Via Screechy at the Miscellany Room: frat boy gets stern “tsk tsk” for four counts of sexual assault.

Even though Jacob Walter Anderson was indicted on four counts of sexual assault, the ex-fraternity president won’t spend a single day in prison.

Instead, a plea agreement allowed the former Baylor University student to plead no contest to a lesser charge of unlawful restraint.

That means if the 24-year-old successfully completes three years of deferred probation and pays a $400 fine, his criminal record will be wiped clean of the charge, CNN affiliate KWKT said.

Wow, a whole four hundred dollar fine. That should keep the prosecutors in paper towels for a good three months.

The plea agreement between Anderson’s defense team and the district attorney’s office in McLennan County infuriated the victim.

“I have been through hell and back and my life has been forever turned upside down,” the victim wrote in a letter to her attorney.

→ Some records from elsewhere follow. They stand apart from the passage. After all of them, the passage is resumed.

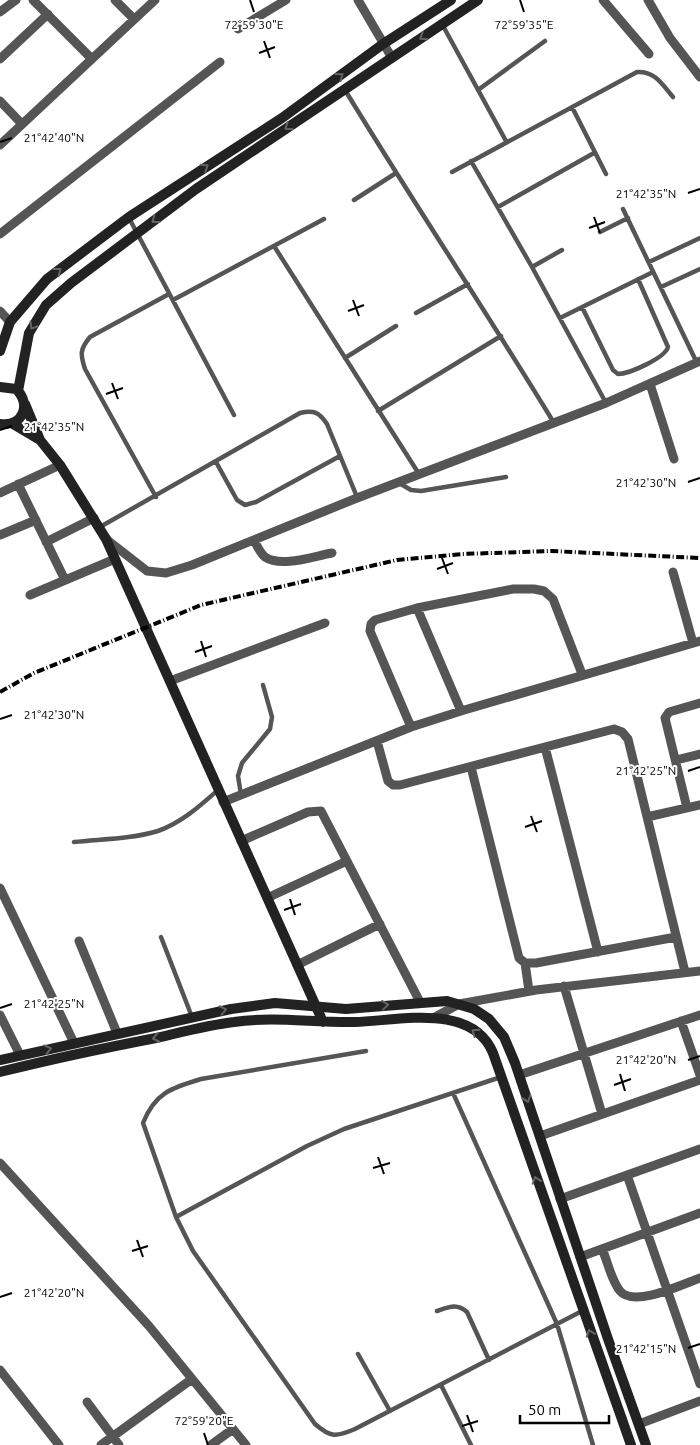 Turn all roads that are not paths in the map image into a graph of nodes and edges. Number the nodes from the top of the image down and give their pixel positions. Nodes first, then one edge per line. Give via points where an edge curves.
1 (16, 0) edge
2 (33, 0) edge
3 (115, 0) edge
4 (155, 0) edge
5 (286, 0) edge
6 (358, 0) edge
7 (451, 0) edge
8 (478, 0) edge
9 (603, 0) edge
10 (648, 0) edge
11 (0, 12) edge
12 (48, 14) junction
13 (134, 20) junction
14 (442, 24) junction
15 (238, 29) dead end
16 (545, 41) dead end
17 (384, 44) junction
18 (649, 54) dead end
19 (392, 58) junction
20 (0, 59) edge
21 (92, 59) junction
22 (220, 62) dead end
23 (700, 78) edge
24 (345, 89) junction
25 (478, 90) junction
26 (673, 97) dead end
27 (0, 101) edge
28 (572, 107) junction
29 (22, 124) junction
30 (506, 141) junction
31 (0, 145) edge
32 (594, 153) junction
33 (471, 161) junction
34 (452, 172) dead end
35 (396, 173) junction
36 (606, 174) dead end
37 (354, 200) dead end
38 (498, 207) junction
39 (623, 209) dead end
40 (129, 217) junction
41 (628, 218) junction
42 (324, 220) dead end
43 (600, 232) dead end
44 (137, 233) junction
45 (0, 234) edge
46 (700, 238) edge
47 (274, 246) junction
48 (562, 250) dead end
49 (649, 262) junction
50 (532, 267) junction
51 (700, 269) edge
52 (653, 272) junction
53 (638, 280) junction
54 (468, 284) junction
55 (661, 287) junction
56 (169, 294) junction
57 (173, 300) junction
58 (582, 307) junction
59 (0, 311) edge
60 (416, 313) dead end
61 (560, 318) junction
62 (10, 322) junction
63 (396, 326) dead end
64 (501, 336) junction
65 (0, 351) edge
66 (345, 358) junction
67 (699, 362) edge
68 (650, 384) junction
69 (0, 387) edge
70 (18, 391) junction
71 (606, 403) junction
72 (25, 404) junction
73 (378, 411) junction
74 (234, 415) dead end
75 (554, 423) junction
76 (5, 426) edge
77 (40, 440) junction
78 (340, 456) junction
79 (674, 459) dead end
80 (216, 462) junction
81 (60, 465) junction
82 (419, 474) junction
83 (506, 477) dead end
84 (398, 482) junction
85 (18, 484) junction
86 (0, 493) edge
87 (156, 497) junction
88 (357, 498) junction
89 (94, 518) junction
90 (36, 520) junction
91 (100, 527) junction
92 (0, 535) edge
93 (106, 539) junction
94 (254, 540) junction
95 (46, 542) junction
96 (332, 553) dead end
97 (115, 559) junction
98 (673, 572) dead end
99 (65, 580) junction
100 (30, 595) dead end
101 (417, 608) junction
102 (325, 622) dead end
103 (697, 642) edge
104 (582, 674) junction
105 (170, 681) junction
106 (263, 685) dead end
107 (700, 703) edge
108 (461, 711) junction
109 (412, 728) junction
110 (377, 741) junction
111 (545, 747) junction
112 (700, 754) edge
113 (676, 760) junction
114 (471, 767) junction
115 (218, 790) junction
116 (241, 795) junction
117 (223, 802) junction
118 (700, 805) edge
119 (687, 808) junction
120 (647, 817) junction
121 (241, 841) junction
122 (74, 842) dead end
123 (347, 861) junction
124 (0, 888) edge
125 (267, 898) junction
126 (380, 924) junction
127 (160, 937) dead end
128 (676, 937) junction
129 (80, 941) dead end
130 (598, 952) junction
131 (525, 963) junction
132 (297, 965) junction
133 (700, 971) edge
134 (685, 972) junction
135 (564, 986) junction
136 (530, 991) junction
137 (420, 1002) junction
138 (459, 1004) junction
139 (315, 1005) junction
140 (700, 1014) edge
141 (0, 1015) edge
142 (192, 1017) junction
143 (435, 1017) junction
144 (681, 1021) junction
145 (323, 1022) junction
146 (118, 1033) junction
147 (74, 1043) junction
148 (366, 1051) dead end
149 (584, 1053) junction
150 (20, 1055) junction
151 (0, 1060) edge
152 (0, 1072) edge
153 (519, 1075) junction
154 (700, 1075) edge
155 (501, 1077) junction
156 (700, 1080) edge
157 (453, 1093) junction
158 (602, 1114) junction
159 (540, 1136) junction
160 (700, 1149) edge
161 (0, 1163) edge
162 (628, 1175) junction
163 (560, 1199) junction
164 (700, 1213) edge
165 (176, 1217) junction
166 (646, 1233) junction
167 (602, 1249) junction
168 (580, 1257) junction
169 (700, 1278) edge
170 (667, 1290) junction
171 (437, 1311) dead end
172 (582, 1311) junction
173 (557, 1324) junction
174 (358, 1354) dead end
175 (489, 1360) junction
176 (0, 1370) edge
177 (192, 1379) junction
178 (700, 1384) edge
179 (441, 1385) junction
180 (700, 1401) edge
181 (87, 1402) dead end
182 (390, 1411) junction
183 (639, 1424) junction
184 (233, 1429) junction
185 (113, 1436) junction
186 (59, 1445) edge
187 (101, 1445) edge
188 (119, 1445) edge
189 (211, 1445) edge
190 (246, 1445) edge
191 (471, 1445) edge
192 (593, 1445) edge
193 (630, 1445) edge
194 (646, 1445) edge

1 - 11 street
2 - 12 street
3 - 13 street
4 - 13 street
5 - 15 street
6 - 17 street
7 - 17 main road
8 - 14 main road
9 - 18 street
10 - 23 street via 670,38
12 - 20 street
12 - 21 street
13 - 21 street
14 -> 19 main road
14 - 25 lane
16 - 25 lane
17 - 19 street
40 -> 17 main road via 282,118
19 - 24 main road
21 - 29 street
22 - 45 street
24 - 35 lane
24 -> 44 main road via 196,189
25 - 30 lane
26 - 28 lane via 656,76 636,72
27 - 29 street
28 - 30 lane
28 - 32 lane
29 - 31 street
30 - 33 lane
32 - 36 lane
32 - 38 lane
33 - 34 lane
33 - 38 lane
35 - 37 lane
35 - 54 lane
38 - 50 lane
39 - 41 lane
40 - 44 lane
62 -> 40 main road via 47,279
41 - 43 lane
41 - 49 lane
42 - 47 lane
44 - 56 lane
44 -> 70 main road via 46,305 29,333
46 - 49 lane
47 - 57 lane
47 - 66 lane
48 - 50 lane
49 - 52 lane
50 - 61 lane
51 - 55 lane
52 - 53 lane
52 - 55 lane
53 - 58 lane
53 - 58 lane via 668,347 662,356 629,372 618,374 613,370
54 - 60 lane
54 - 64 lane
55 - 67 lane
56 - 57 lane
56 - 87 lane via 90,337 81,348 80,356
57 - 74 lane
58 - 61 lane
59 - 62 street
61 - 71 lane
62 - 65 main road
63 - 66 lane
64 - 73 lane
64 - 75 lane
66 - 73 lane
67 - 68 street
68 - 71 street
68 - 79 street
69 - 70 main road
70 - 72 main road
71 - 75 street
72 - 76 main road via 22,416
72 - 77 main road
73 - 82 lane
75 - 82 street
76 - 77 main road
77 - 81 main road
78 - 80 lane via 245,505 237,500
78 - 80 lane via 327,424 320,413 312,410 300,413
78 - 88 lane
80 - 87 lane
81 - 85 street
81 - 89 main road
82 - 84 street
83 - 84 lane via 421,490 411,490
84 - 88 street
85 - 86 street
85 - 90 street
87 - 91 lane
88 - 94 street
89 - 91 main road
89 - 95 street
90 - 92 street
90 - 95 street
91 - 93 main road
93 - 94 street via 147,571 166,573
93 - 97 main road
94 - 96 street via 264,556 273,560 286,561
95 - 99 street
97 - 99 street
97 - 105 main road
98 - 103 street
99 - 100 street
101 - 104 street via 513,588 544,591 553,599 560,614
101 - 108 street
101 - 109 street via 370,624 370,631
102 - 105 street
103 - 104 street
104 - 108 street
105 - 115 main road
106 - 116 lane via 272,717 270,728 242,763 238,776
107 - 113 street via 666,714
108 - 109 street
109 - 110 street
110 - 114 street via 388,781 393,785
110 - 116 street
111 - 114 street
111 - 120 street via 614,728 622,732 628,739
111 - 130 street
112 - 113 street
113 - 119 street
114 - 131 street via 519,958
115 - 117 main road
115 - 122 lane via 176,823 158,831
116 - 117 street
117 - 121 main road
118 - 119 street
119 - 120 street
120 - 128 street
121 - 123 street via 319,810
121 - 125 main road
123 - 125 street
123 - 126 street
124 - 147 street
125 - 132 main road
126 - 132 street
126 - 137 street
127 - 142 lane
128 - 130 street
128 - 134 street
129 - 146 street
130 - 131 street
131 - 136 street
132 - 139 main road
133 - 134 street
134 - 135 street
135 - 136 street
135 - 149 street
136 - 138 street
137 - 138 main road
139 -> 137 main road via 346,1009
138 - 143 street
138 - 153 main road via 480,1012 496,1027 508,1045
142 -> 139 main road via 275,1003
139 - 145 main road
140 - 144 street
141 - 150 street
142 - 146 main road
143 - 145 main road
155 -> 143 main road via 491,1047 483,1038 459,1023
144 - 149 street
144 - 154 street
145 -> 152 main road via 273,1018 233,1022
146 - 147 main road
150 -> 147 main road
148 - 165 lane via 201,1080 159,1095 149,1107 143,1123
149 - 153 street
149 - 158 street
150 - 151 main road
153 -> 159 main road
155 - 157 lane
172 -> 155 main road
156 - 158 street
157 - 165 lane via 314,1142
157 - 173 lane
158 - 159 street
159 - 163 main road
160 - 162 street
161 - 177 street via 149,1326
162 - 163 street
162 - 166 street
163 - 168 main road
164 - 166 street
165 - 182 lane via 193,1252 315,1424 338,1436
166 - 167 street
166 - 170 street
167 - 168 street
167 - 170 street via 620,1291 626,1297 643,1298
168 - 183 main road
169 - 170 street
170 - 178 street
171 - 175 lane via 453,1306 467,1312
172 - 173 lane
193 -> 172 main road
173 - 175 lane
173 - 192 lane
174 - 182 lane
175 - 179 lane
176 - 186 street
177 - 184 street
177 - 185 street
179 - 182 lane
179 - 191 lane
180 - 183 street
181 - 185 street
183 - 194 main road
184 - 189 street
184 - 190 street
185 - 187 street
185 - 188 street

“This guy violently raped me multiple times, choked me, and when I blacked out, he dumped me face down on the ground and left me to die. When I woke up aspirating up my own vomit, my friends immediately took me to the hospital.”

Read the whole thing; it’s hair-raisingly awful.

The prosecutor says she took the plea because she lost a previous rape case.

I’m going to let Screechy take over here:

“Please remove any sharp objects from your vicinity before reading this enraging story of a white male fraternity boy getting a sweetheart plea bargain in a rape case. He will spend no time in prison, not have to register as a sex offender, and his criminal record will be wiped clean if he can manage not to get through three entire years of probation.

Why such a great deal? Because the prosecutor recently lost a rape case, and god forbid a prosecutor should have to go through that trauma again. Why, it might mess up that ADA’s “conviction rate”* that she’ll brag about when she runs for elected office some day.

Oh sorry, of course it isn’t that, it’s that an acquittal would mean that the defendant gets to avoid punishment, whereas under the plea deal he… uh…. shit.

Ok, I don’t actually know if this particular ADA has political ambitions. And many prosecutors’ offices are overworked (and underpaid) and pressured to clear cases, and trials do take up a lot of resources. But at some point you have to be willing to walk away from a lousy deal, and risk losing a trial, or else what good are you doing? Frankly — and I don’t like this kind of reasoning, because it treats the flaws of the system as if they are virtues, but in this case it might be true — an acquittal at least would have been expensive for this defendant and his family.

*Here’s a little tip from your pal Screechy. Lawyers who brag about their “win rates” are almost always full of shit. Most criminal cases plead out, and most civil cases settle, so what counts as a “win”? Well, a lot of prosecutors count pleas like this as “wins” because, hey, they secured a conviction.”